- **Data shown**
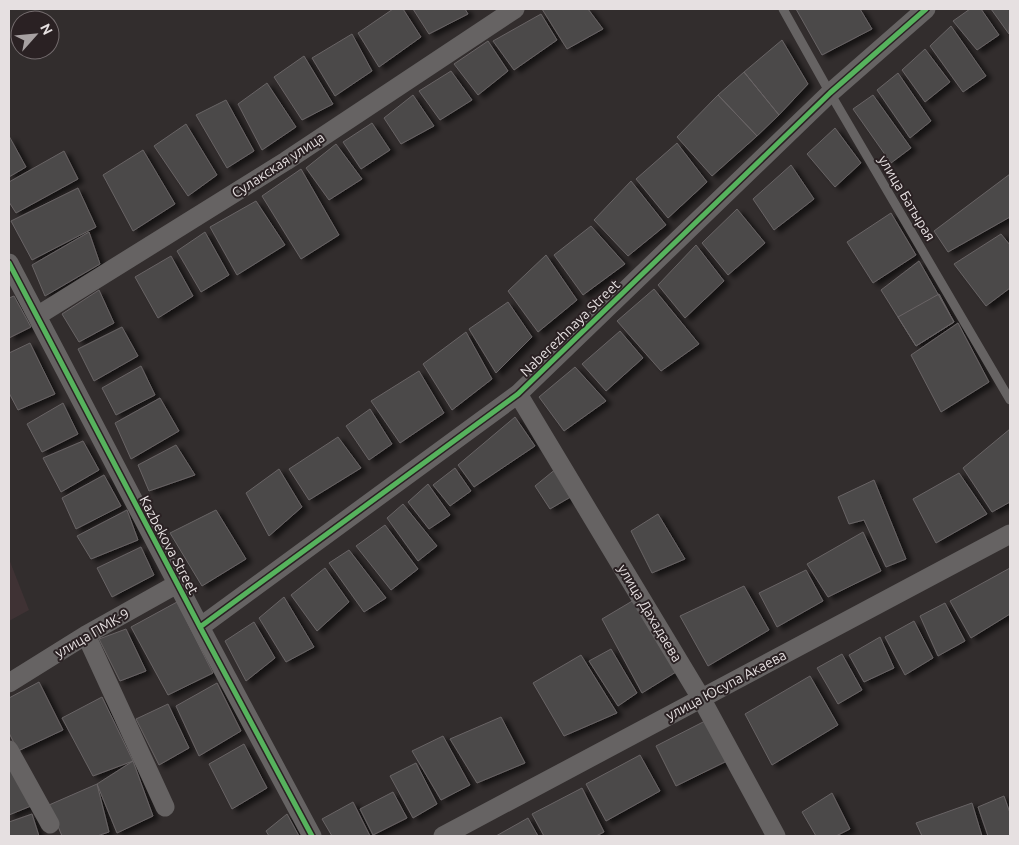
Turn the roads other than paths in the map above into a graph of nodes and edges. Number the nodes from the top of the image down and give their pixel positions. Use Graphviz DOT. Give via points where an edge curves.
graph roads {
  1 [pos="515,9"];
  2 [pos="783,9"];
  3 [pos="926,9"];
  4 [pos="830,94"];
  5 [pos="9,263"];
  6 [pos="37,316"];
  7 [pos="518,394"];
  8 [pos="1010,400"];
  9 [pos="1010,534"];
  10 [pos="177,584"];
  11 [pos="200,627"];
  12 [pos="86,636"];
  13 [pos="9,683"];
  14 [pos="701,698"];
  15 [pos="9,750"];
  16 [pos="165,807"];
  17 [pos="50,824"];
  18 [pos="312,836"];
  19 [pos="443,836"];
  20 [pos="776,836"];
  1 -- 6 [label="street, Сулакская улица" via="286,161"];
  2 -- 4 [label="lane, улица Батырая"];
  3 -- 4 [label="street, Naberezhnaya Street"];
  4 -- 7 [label="street, Naberezhnaya Street"];
  4 -- 8 [label="lane, улица Батырая"];
  5 -- 6 [label="street, Kazbekova Street"];
  6 -- 10 [label="street, Kazbekova Street"];
  7 -- 11 [label="street, Naberezhnaya Street"];
  7 -- 14 [label="street, улица Дахадаева"];
  9 -- 14 [label="street, улица Юсупа Акаева"];
  10 -- 11 [label="street, Kazbekova Street"];
  10 -- 12 [label="street, улица ПМК-9"];
  11 -- 18 [label="street, Kazbekova Street"];
  12 -- 13 [label="street, улица ПМК-9"];
  12 -- 16 [label="street"];
  14 -- 19 [label="street, улица Юсупа Акаева"];
  14 -- 20 [label="street, улица Дахадаева"];
  15 -- 17 [label="street"];
}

- **How to complete this task**
When a line in the data contains "Акаева", return it as written.

- **Solution for this exercise**
  9 -- 14 [label="street, улица Юсупа Акаева"];
  14 -- 19 [label="street, улица Юсупа Акаева"];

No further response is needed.